株式会社玉子公園という社名について、「王子公園の間違いじゃない?」とよく言われるそうですが、間違いではなく、「王子公園の中で、まちの人達のアイデアの玉子をカタチにすること」といった意味が込められています。
岩田さんは、大阪府の出身で、大学卒業後、民間企業での勤務を経て、2019年からフリーランスとして活動をされています。水道筋商店街エリアでは、コワーキングスペースである「Incubation Studio SoWelu」の立ち上げから運営に携わるとともに、様々なイベント等の企画や運営に関わり、自身も移住をして、「暮らし手」としても活動をされています。
そんな岩田さんが「ヨソモノ」として、水道筋商店街エリアの方に受け入れられたのは、①商店街の人と協働・協力すること、②苦手なこと(慣れないこと)を手伝う、③暮らし手として関わることを意識されていることが大きいそうです。
分かりやすい事例として、商店街で行われてきた事業を商店街組織から運営を引き継いだ際の話をいただきました。
それまではかなりアナログなやり方で実施されていたそうですが、岩田さんが運営を変わってからは、ネットに情報を載せ、電子決済も取り入れ、「仕組み化」をすることで、これまで来なかった、新しくこの水道筋商店街エリアに移り住んだ住民が参加してくれるようになったそうです。

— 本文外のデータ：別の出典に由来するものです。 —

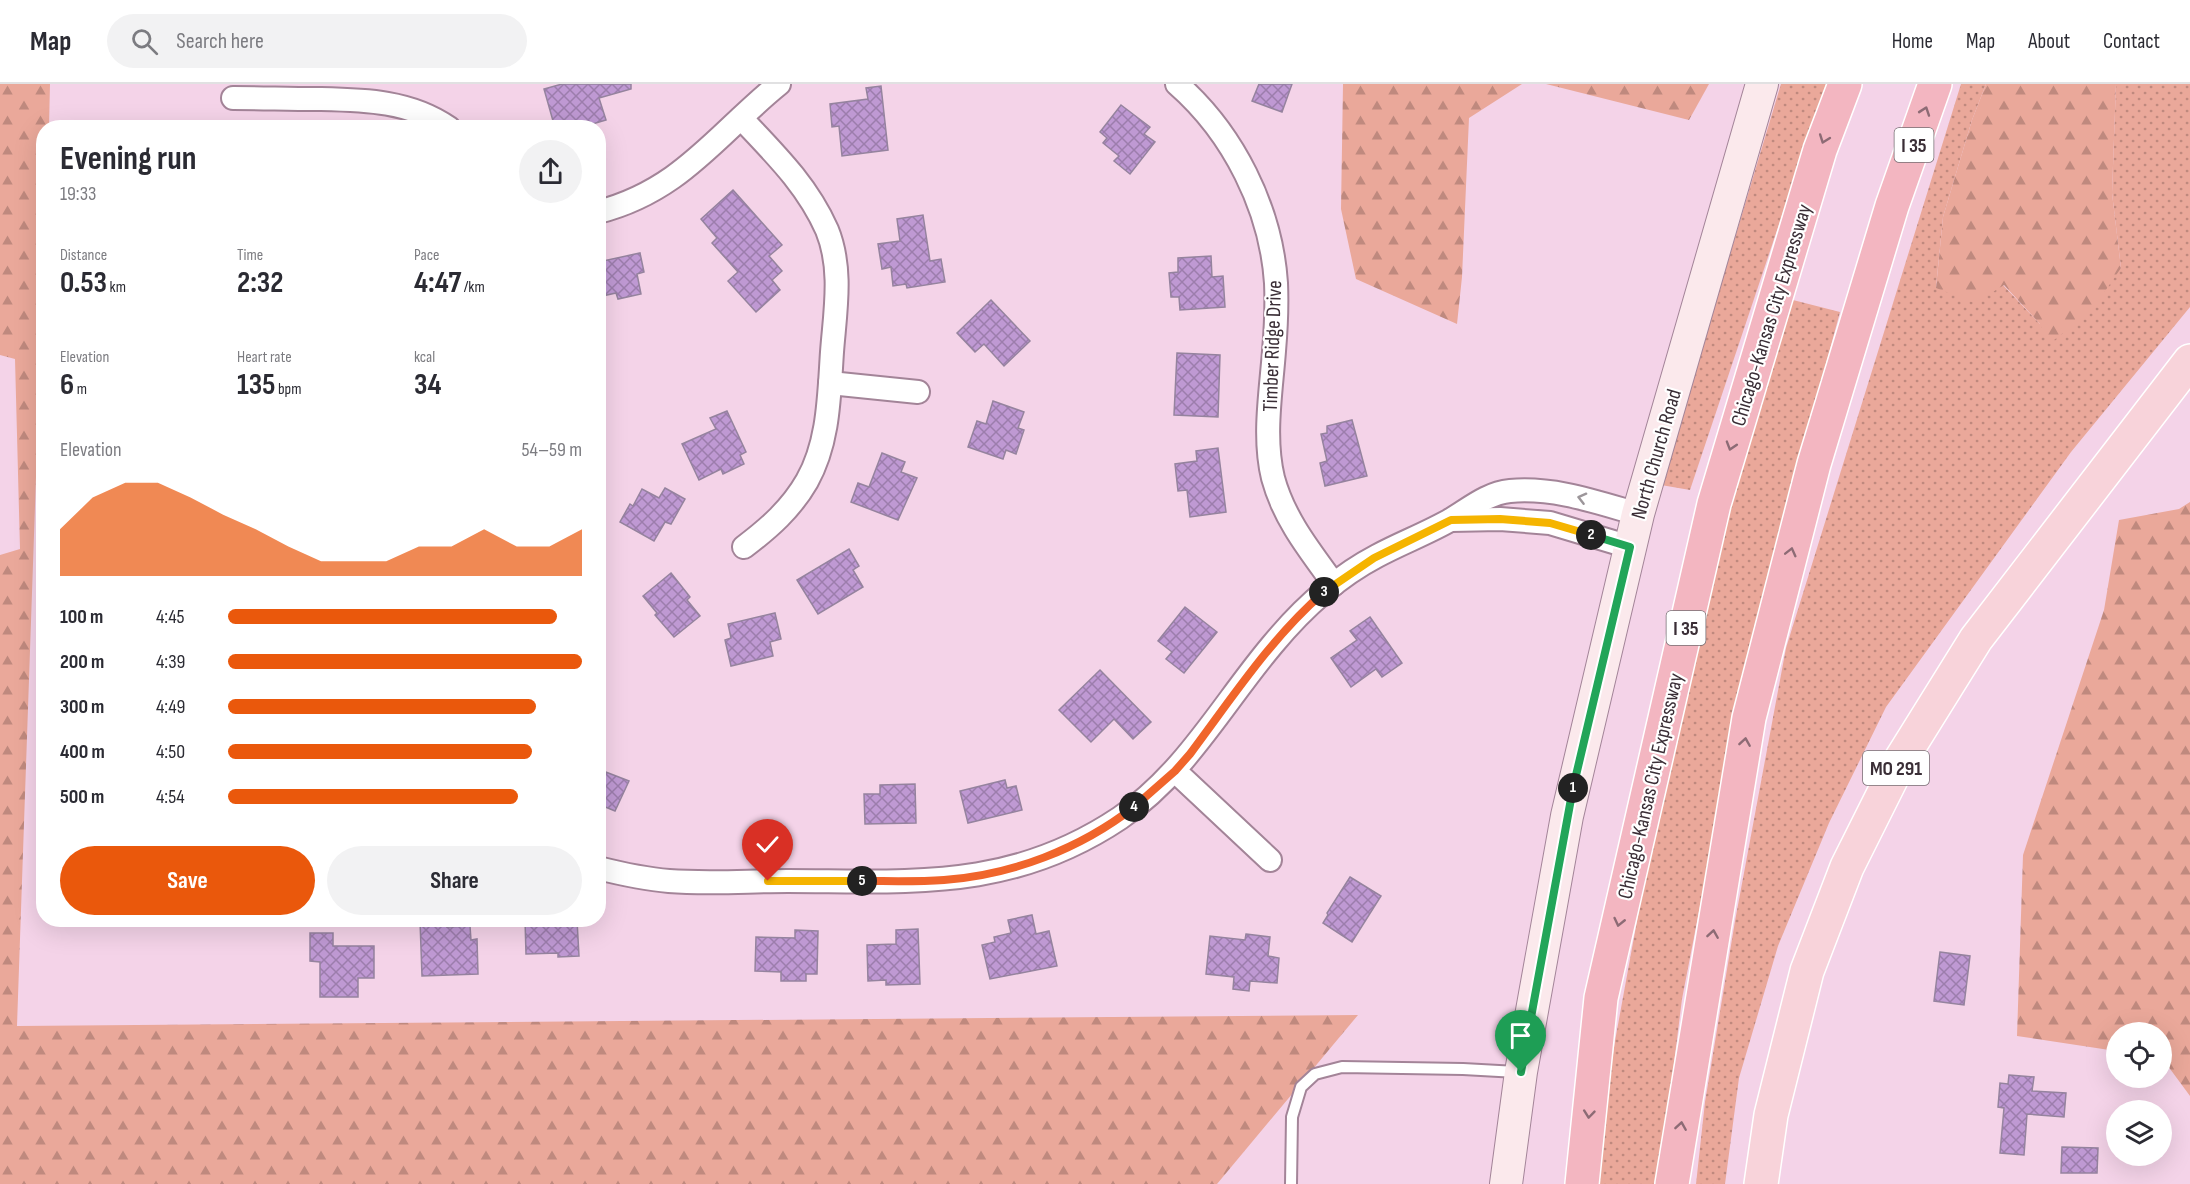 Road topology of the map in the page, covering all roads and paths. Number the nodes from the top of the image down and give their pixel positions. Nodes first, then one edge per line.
1 (779, 84) edge
2 (1177, 84) edge
3 (1762, 84) edge
4 (1845, 84) edge
5 (1935, 84) edge
6 (233, 98) dead end
7 (741, 118) junction
8 (434, 120) edge
9 (606, 210) edge
10 (2190, 362) edge
11 (830, 383) junction
12 (918, 392) dead end
13 (1638, 514) junction
14 (1451, 520) junction
15 (744, 547) dead end
16 (1630, 547) junction
17 (1334, 584) junction
18 (1175, 771) junction
19 (1270, 860) dead end
20 (606, 870) edge
21 (1521, 1072) junction
22 (1291, 1184) edge
23 (1506, 1184) edge
24 (1582, 1184) edge
25 (1672, 1184) edge
26 (1761, 1184) edge

1 - 7 street
2 - 17 street, Timber Ridge Drive
3 - 13 main road, North Church Road
4 -> 24 highway, Chicago-Kansas City Expressway / I 35
25 -> 5 highway, I 35
6 - 8 street
7 - 9 street
7 - 11 street
10 - 26 main road, MO 291
11 - 12 street
11 - 15 street
13 -> 14 street
13 - 16 main road, North Church Road
14 - 16 street
14 - 17 street
16 - 21 main road, North Church Road
17 - 18 street
18 - 19 street
18 - 20 street
21 - 22 lane
21 - 23 main road, North Church Road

まちを良くするために、商店街の方が苦手な分野を岩田さんの得意なことでカバーをする。
「ヨソモノ」である岩田さんが、まちの人と協力してまちを動かしていくことで、さらにこのまちに住む新たな「暮らし手」達を巻き込み、そこから新しいアイデアの玉子をカタチにしていく動きが生まれています。

(参加者に自身の取り組みを紹介する岩田さん)

(「ヨソモノ」として関わる際に意識していること)
今回の交流会では、地域外から移り住み活動をされる方を敢えて「ヨソモノ」と表現し、「ヨソモノ」による地域でのコミュニティづくりにフォーカスを当てたイベントを実施しました。
「ヨソモノ」は悪い意味で表現されることが多く、今回事例紹介をいただいた4名も取り組みをする上で、たくさんの苦労があったかと思いますが、それぞれの人柄、取り組みの内容や地域住民と向き合う姿勢などにより、徐々に受け入れられ、「まちの人」になっていく様子をお聞きすることができました。

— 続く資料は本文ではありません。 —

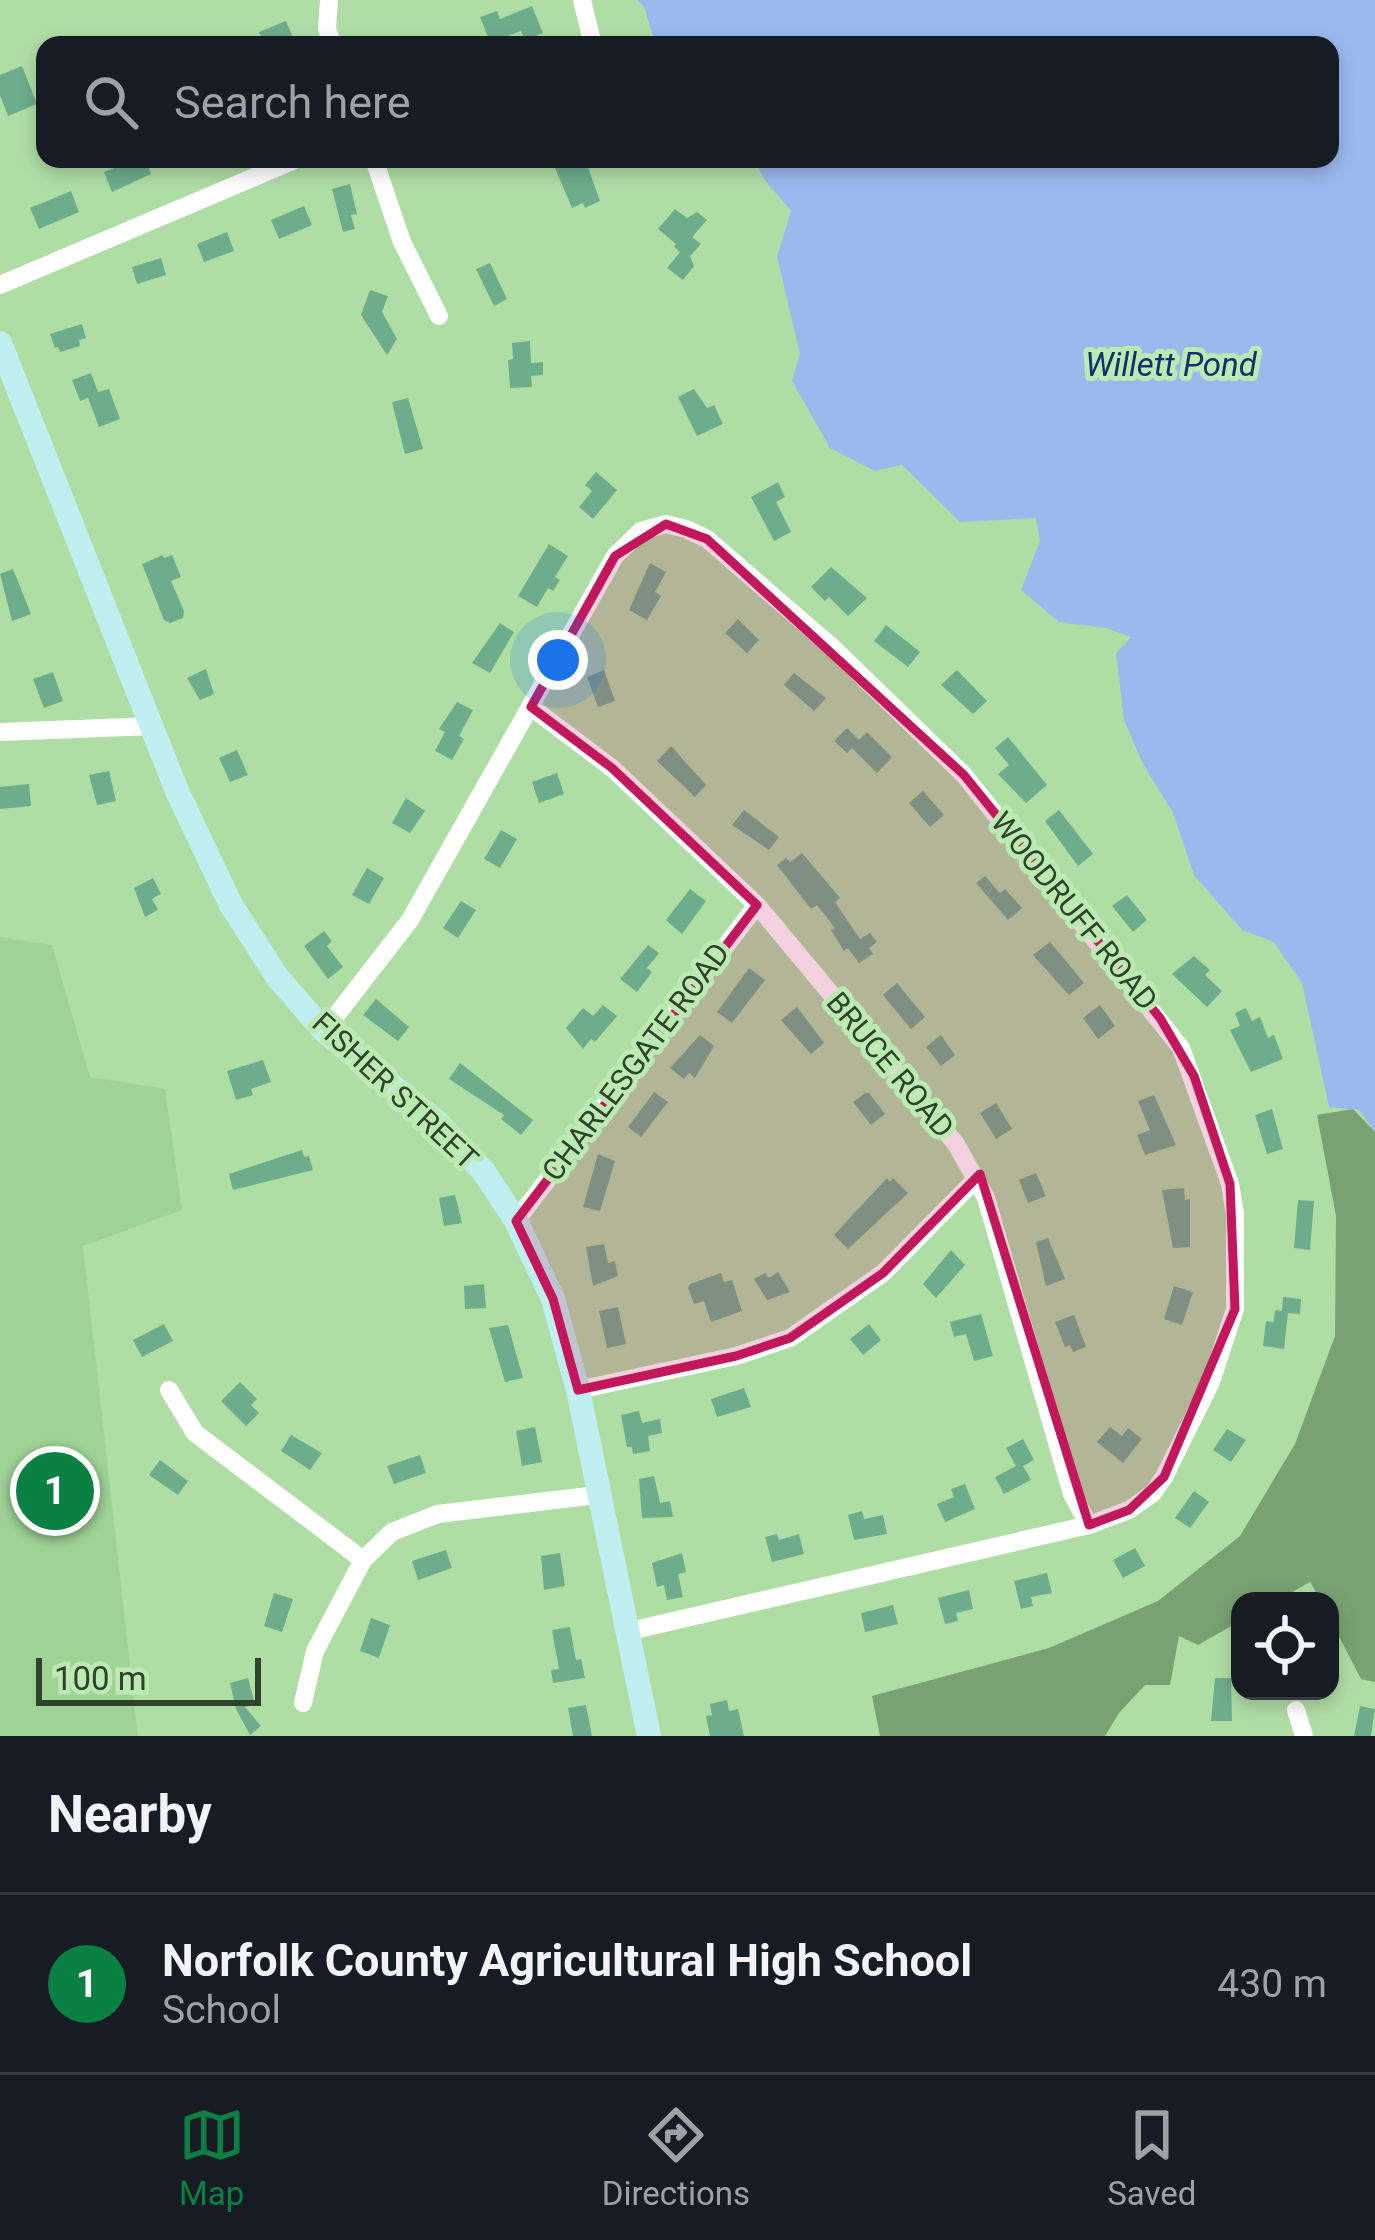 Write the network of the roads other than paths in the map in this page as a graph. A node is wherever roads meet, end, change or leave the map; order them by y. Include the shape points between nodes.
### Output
1 (329, 0) edge
2 (582, 0) edge
3 (330, 36) edge
4 (591, 36) edge
5 (275, 168) edge
6 (377, 168) edge
7 (0, 285) edge
8 (439, 316) dead end
9 (0, 343) edge
10 (531, 707) junction
11 (153, 726) junction
12 (0, 732) edge
13 (757, 905) junction
14 (324, 1031) junction
15 (976, 1179) junction
16 (516, 1221) junction
17 (169, 1390) dead end
18 (578, 1390) junction
19 (596, 1495) junction
20 (1090, 1525) junction
21 (363, 1560) junction
22 (630, 1630) junction
23 (303, 1703) dead end
24 (1296, 1710) dead end
25 (649, 1736) edge
26 (1304, 1736) edge

1 - 3 street
2 - 4 street
5 - 7 street
6 - 8 street
9 - 11 main road, FISHER STREET
10 - 13 street, BRUCE ROAD via 612,768
10 - 14 street, WOODRUFF ROAD via 410,920
10 - 20 street, WOODRUFF ROAD via 628,541 666,524 707,539 964,775 1181,1048 1229,1184 1235,1309 1211,1382 1164,1478 1129,1510
11 - 12 street
11 - 14 main road, FISHER STREET via 231,905
13 - 15 street, BRUCE ROAD via 956,1144
13 - 16 street, CHARLESGATE ROAD
14 - 16 main road, FISHER STREET via 436,1121
15 - 18 street via 883,1273 790,1338
15 - 20 street, BRUCE ROAD via 1072,1493
16 - 18 main road, FISHER STREET via 554,1298
17 - 21 street via 195,1433
18 - 19 main road, FISHER STREET
19 - 21 street via 438,1514 392,1532
19 - 22 main road, FISHER STREET
20 - 22 street, WOODRUFF ROAD
21 - 23 street via 315,1652
22 - 25 main road, FISHER STREET
24 - 26 street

参加者には、講師それぞれの実体験に基づくお話に加え、まちを歩き、見学することで、水道筋商店街エリアの長い歴史で培われた文化、伝統といった魅力と、その魅力にリスペクトを持ちながら、新しい風を吹かせる「ヨソモノ」達の素晴らしい行動力を感じていただくことができました。
最後になりましたが、本交流会にご協力をいただきました坂本様、佐藤様、岩田様、朴様に心より感謝申し上げます。
近畿経済産業局では、引き続き定期的に現地見学ネットワーク交流会を開催する予定で、様々な地域の商店街・まちづくりに関わる皆さんの交流の場をつくってまいります。